Task goal
Where an entry holds an image, skip the image but reproduce the rest word for word.

[[ Exercise materials open ]]

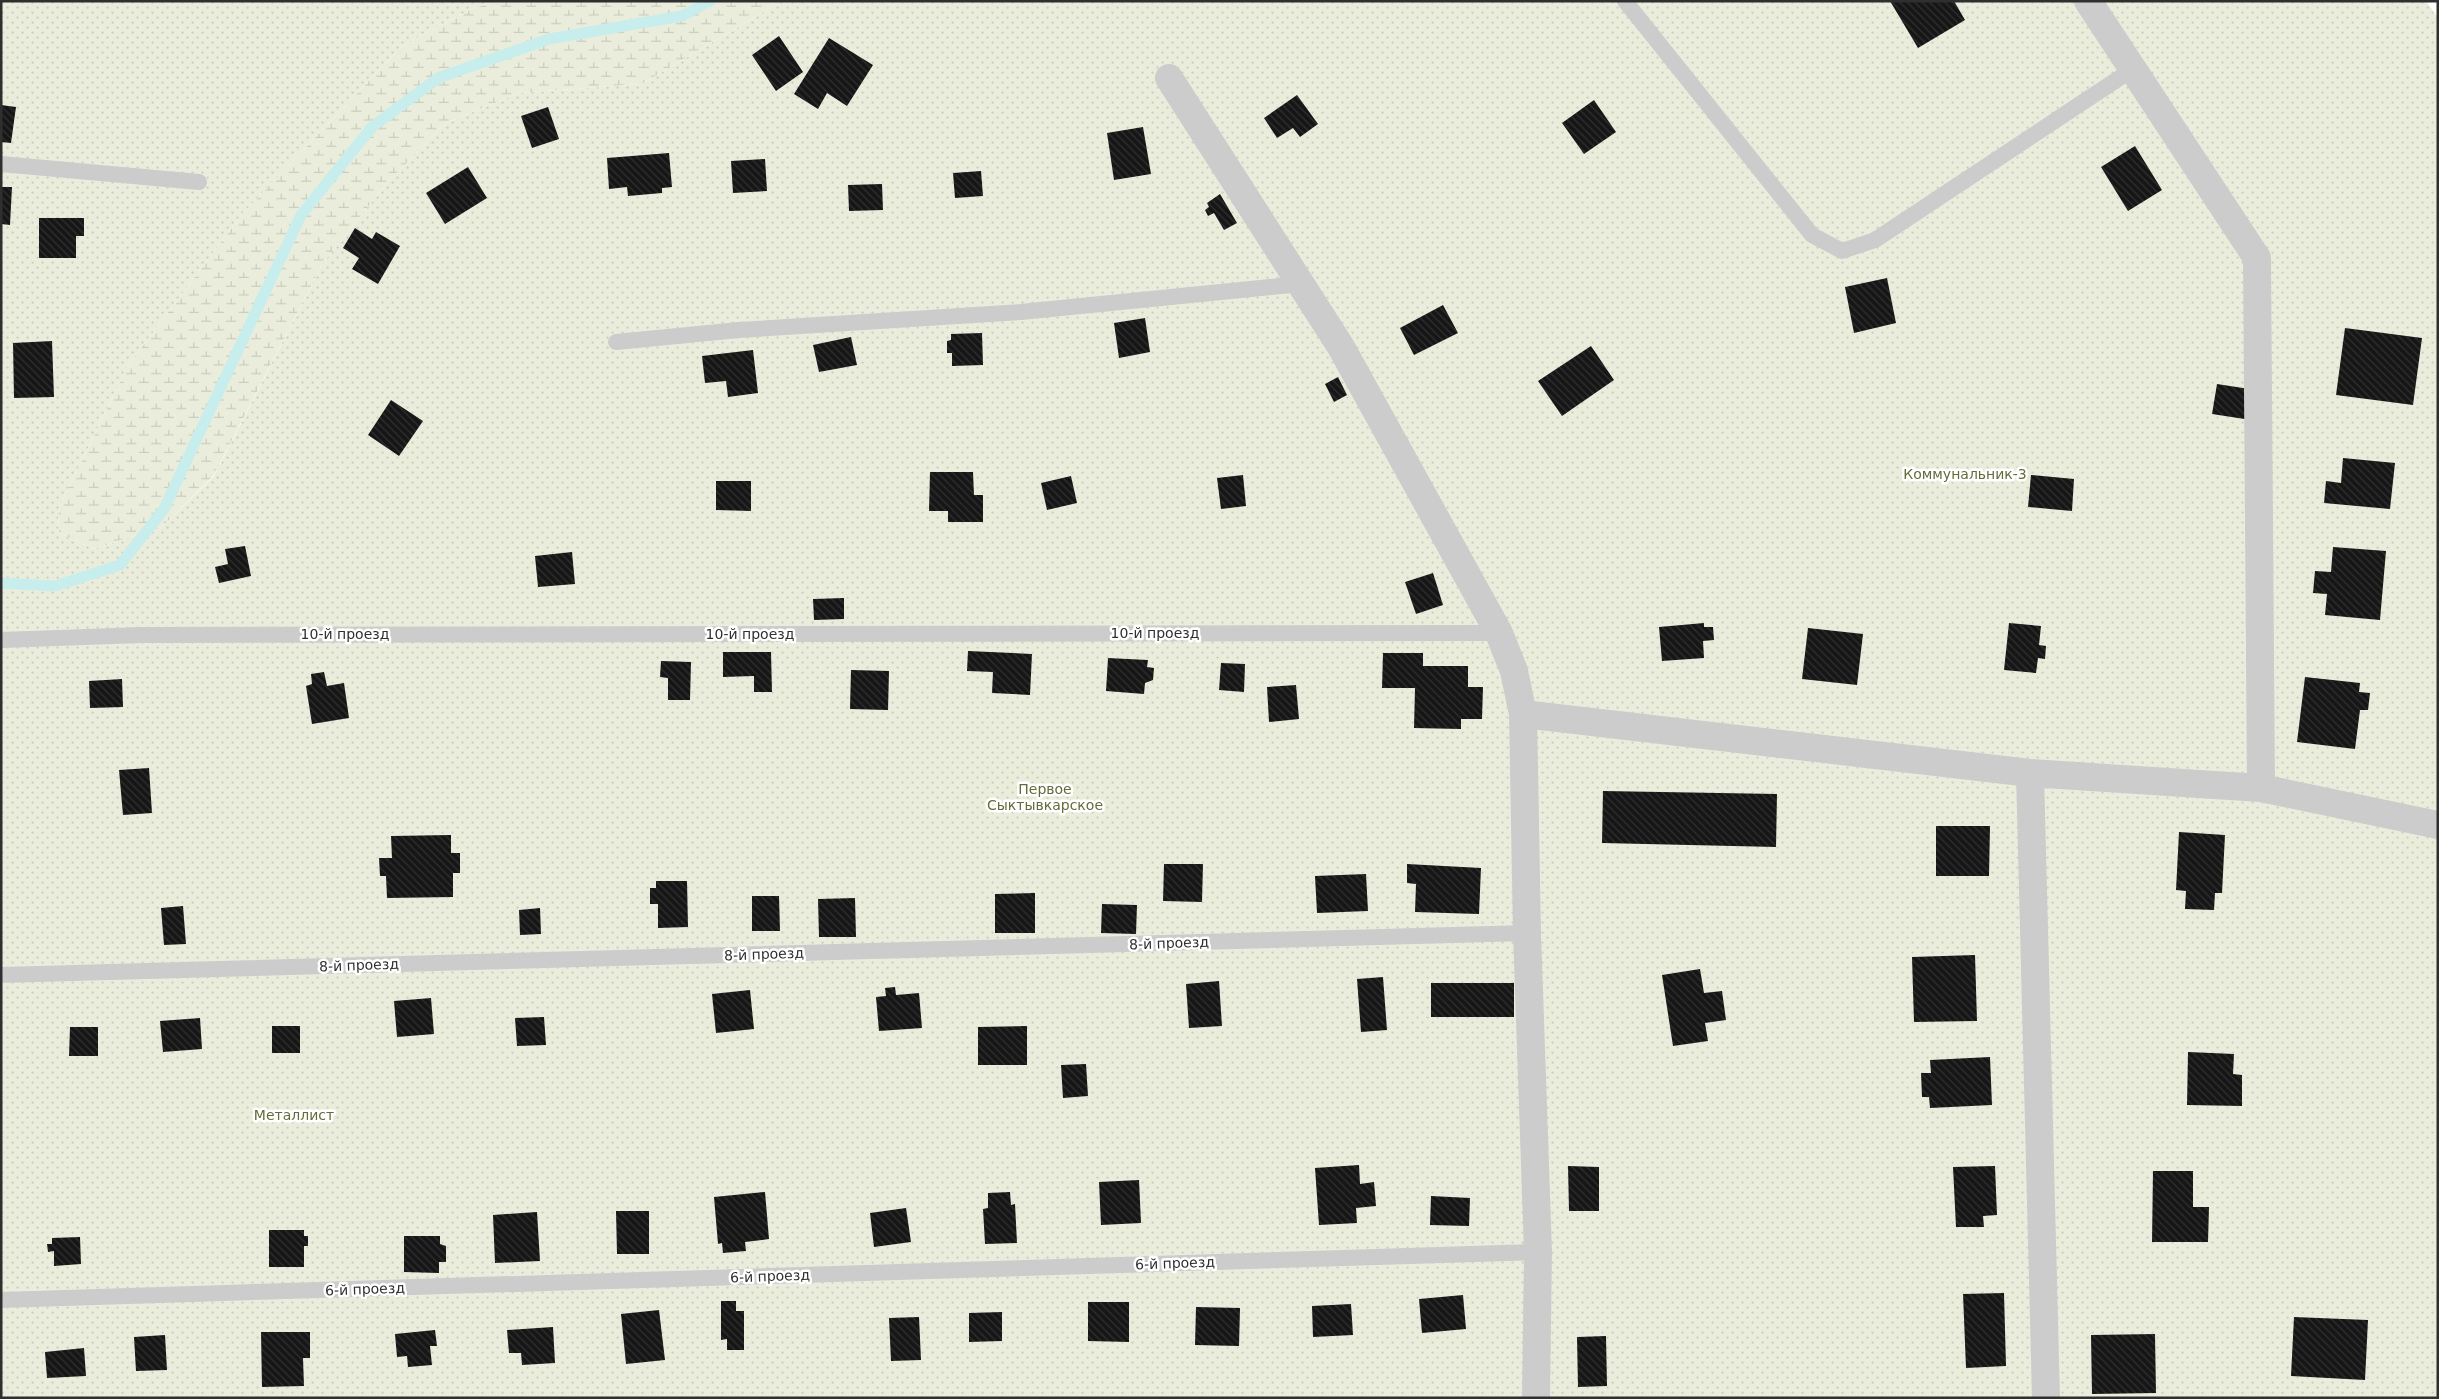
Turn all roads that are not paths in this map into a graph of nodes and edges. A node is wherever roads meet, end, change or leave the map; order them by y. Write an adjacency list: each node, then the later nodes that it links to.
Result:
1 (1625, 1): 3 (lane)
2 (2088, 1): 3 (street)
3 (2132, 69): 13 (street)
4 (1169, 78): 7 (street)
5 (1, 164): 6 (lane)
6 (199, 182)
7 (1301, 284): 8 (lane); 9 (street)
8 (616, 342)
9 (1498, 633): 10 (lane, 10-й проезд); 11 (street)
10 (1, 640)
11 (1523, 714): 12 (street); 15 (street)
12 (2030, 773): 13 (street); 20 (street)
13 (2261, 788): 14 (street)
14 (2438, 825)
15 (1527, 933): 16 (lane, 8-й проезд); 17 (street)
16 (1, 975)
17 (1538, 1252): 18 (lane, 6-й проезд); 19 (street)
18 (1, 1300)
19 (1536, 1398)
20 (2046, 1398)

[[ Exercise materials closed ]]

Response to the exercise
Turn all roads that are not paths in this map into a graph of nodes and edges. A node is wherever roads meet, end, change or leave the map; order them by y. Write an adjacency list: each node, then the later nodes that it links to.
Result:
1 (1625, 1): 3 (lane)
2 (2088, 1): 3 (street)
3 (2132, 69): 13 (street)
4 (1169, 78): 7 (street)
5 (1, 164): 6 (lane)
6 (199, 182)
7 (1301, 284): 8 (lane); 9 (street)
8 (616, 342)
9 (1498, 633): 10 (lane, 10-й проезд); 11 (street)
10 (1, 640)
11 (1523, 714): 12 (street); 15 (street)
12 (2030, 773): 13 (street); 20 (street)
13 (2261, 788): 14 (street)
14 (2438, 825)
15 (1527, 933): 16 (lane, 8-й проезд); 17 (street)
16 (1, 975)
17 (1538, 1252): 18 (lane, 6-й проезд); 19 (street)
18 (1, 1300)
19 (1536, 1398)
20 (2046, 1398)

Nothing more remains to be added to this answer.